Bi-Fact: A Bidirectional Factorization-based Evaluation of Intent Extraction from UI Trajectories
Sapir Caduri, Anatoly Efros, Noam Kahlon, Danielle Cohen, Yoni Halpern, Ido Dagan
TL;DR
Bi-Fact introduces a fact-level evaluation for UI-driven intent extraction by decomposing intents into atomic facts and evaluating bidirectional support between gold and predicted intents.

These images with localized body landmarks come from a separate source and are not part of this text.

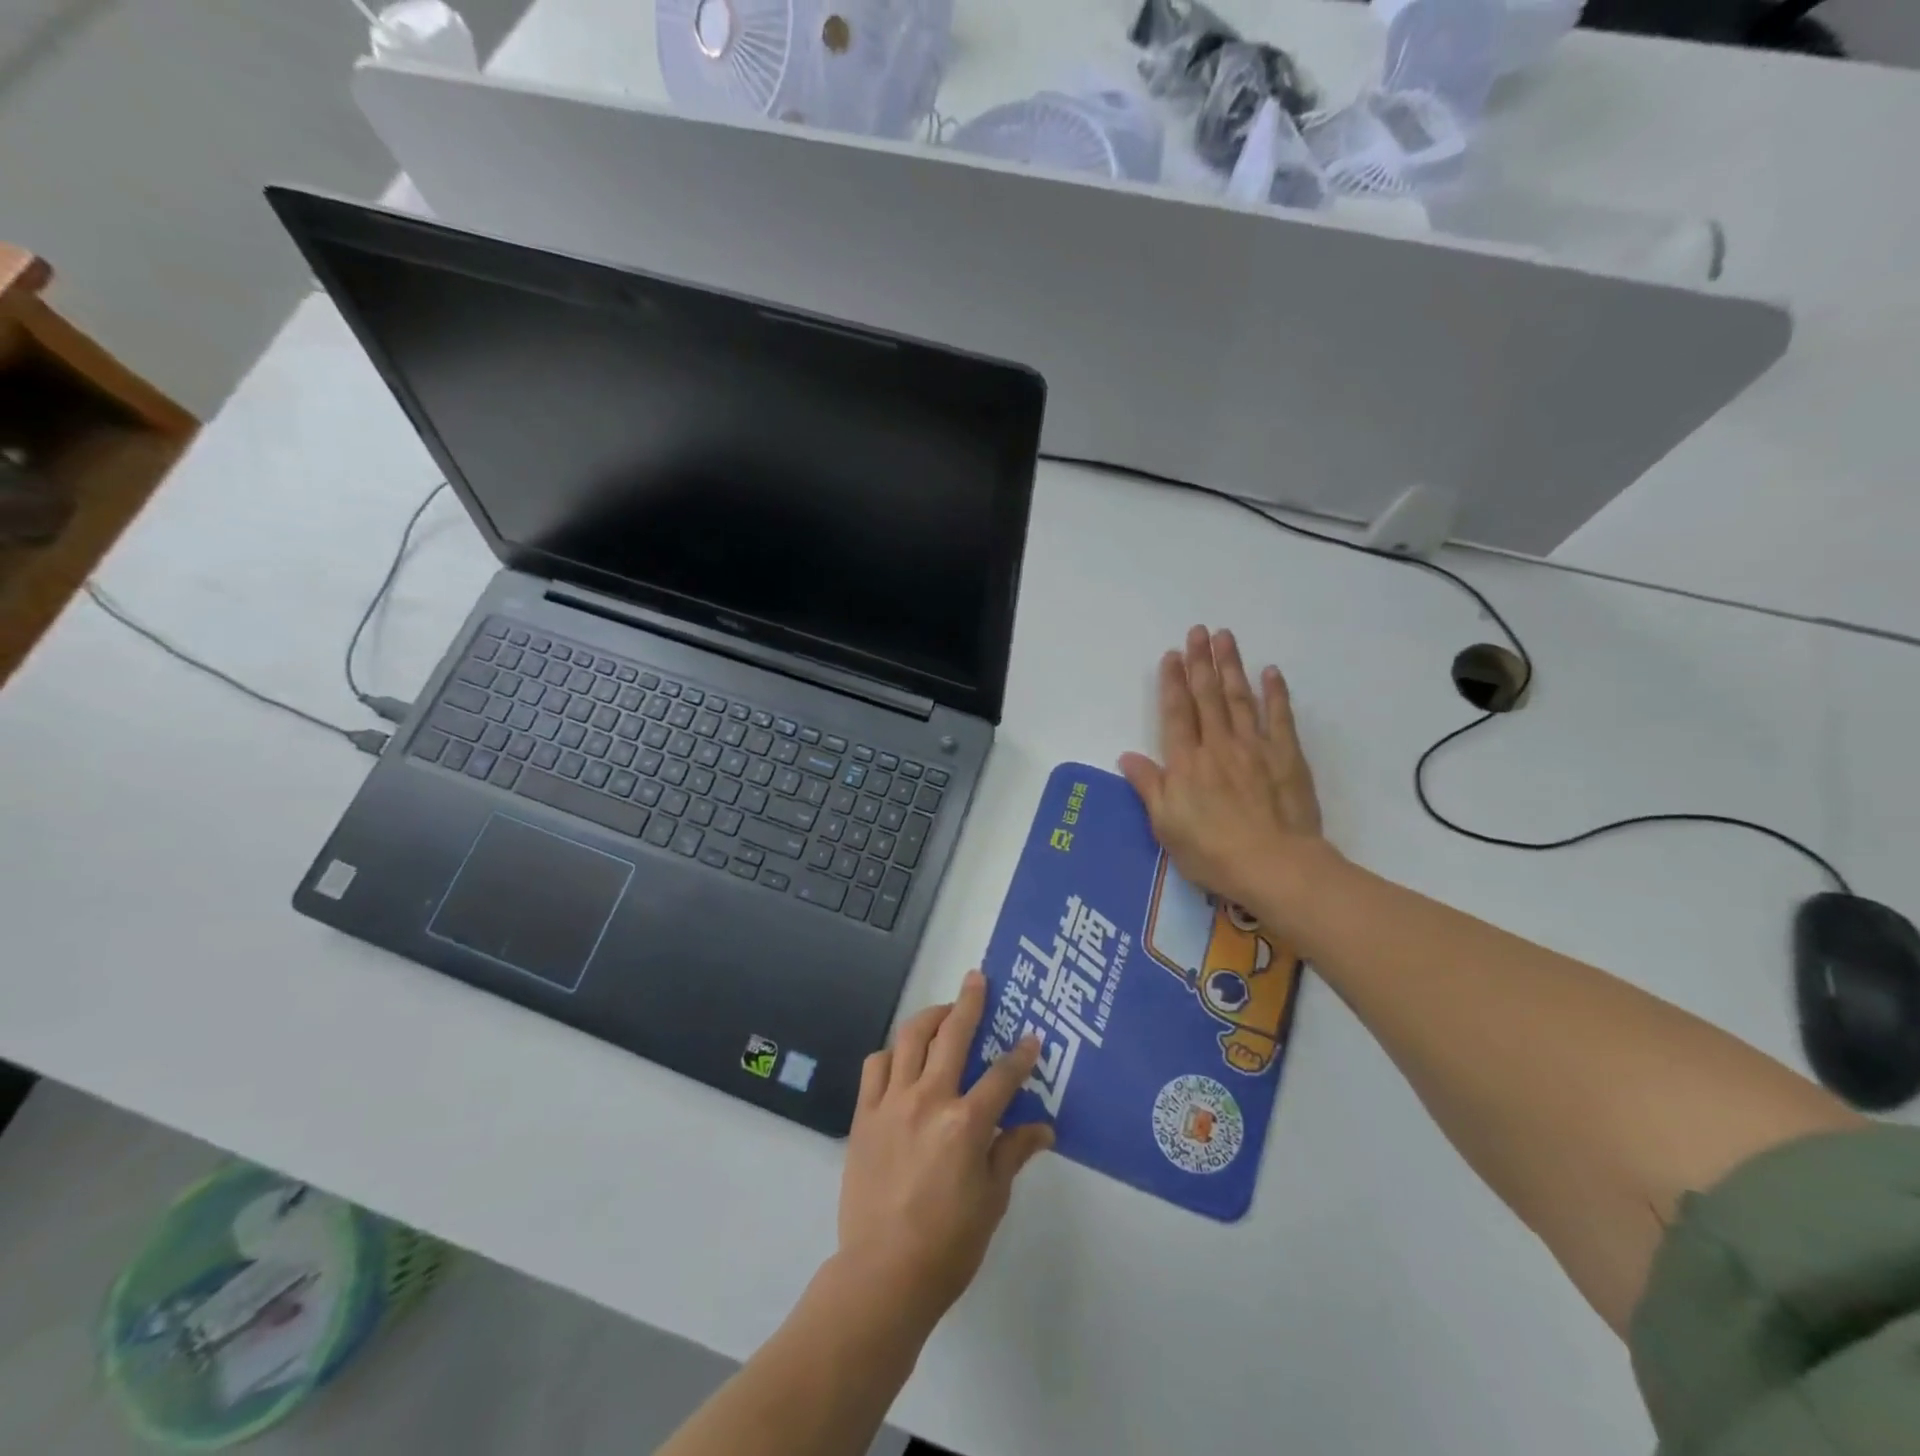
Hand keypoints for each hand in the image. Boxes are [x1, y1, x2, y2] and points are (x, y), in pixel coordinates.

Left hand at [836, 971, 1053, 1337]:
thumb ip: (1013, 1152)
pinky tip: (901, 1057)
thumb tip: (1044, 1128)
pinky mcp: (864, 1114)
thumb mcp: (992, 1199)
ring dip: (929, 1018)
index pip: (1002, 1075)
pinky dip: (891, 1054)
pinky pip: (876, 1066)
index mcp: (966, 1122)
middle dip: (969, 1002)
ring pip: (910, 1038)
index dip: (1021, 1054)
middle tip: (977, 978)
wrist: (883, 1273)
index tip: (1032, 1036)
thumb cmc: (948, 1243)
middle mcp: (929, 1099)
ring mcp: (892, 1103)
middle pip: (952, 1035)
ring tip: (942, 1014)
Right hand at [1119, 625, 1325, 911]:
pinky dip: (1275, 693)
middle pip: (1207, 696)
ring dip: (1231, 666)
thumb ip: (1148, 786)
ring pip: (1240, 698)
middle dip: (1200, 662)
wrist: (1273, 866)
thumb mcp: (1165, 825)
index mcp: (1186, 763)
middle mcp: (1218, 745)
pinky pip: (1279, 718)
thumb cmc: (1211, 851)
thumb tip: (1127, 756)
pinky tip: (1271, 672)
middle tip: (1198, 631)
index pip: (1176, 713)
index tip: (1171, 654)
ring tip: (1225, 638)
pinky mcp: (1286, 757)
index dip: (1172, 682)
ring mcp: (1255, 748)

It employs an LLM-driven automatic evaluation workflow with three stages of reasoning for predicting, recalling, and assessing factual coverage. On two human-judged datasets, Bi-Fact achieves higher agreement with human judgments than lexical, ROUGE, and NLI baselines, e.g., $F1=0.722$, $Kappa=0.508$, and $r=0.781$ (p<0.001) for fact-level correlation. The approach offers a robust, granular metric that can improve downstream personalization and proactive UI assistance by better capturing fine-grained intent details.
Abstract
Evaluating intent extraction from GUIs demands accurate, fine-grained metrics. This paper introduces Bi-Fact, a novel method that decomposes intents into atomic facts and performs bidirectional comparisons to assess precision and recall. Experiments demonstrate Bi-Fact's superior correlation with human judgments compared to existing metrics, establishing a more robust evaluation framework for UI-driven intent understanding.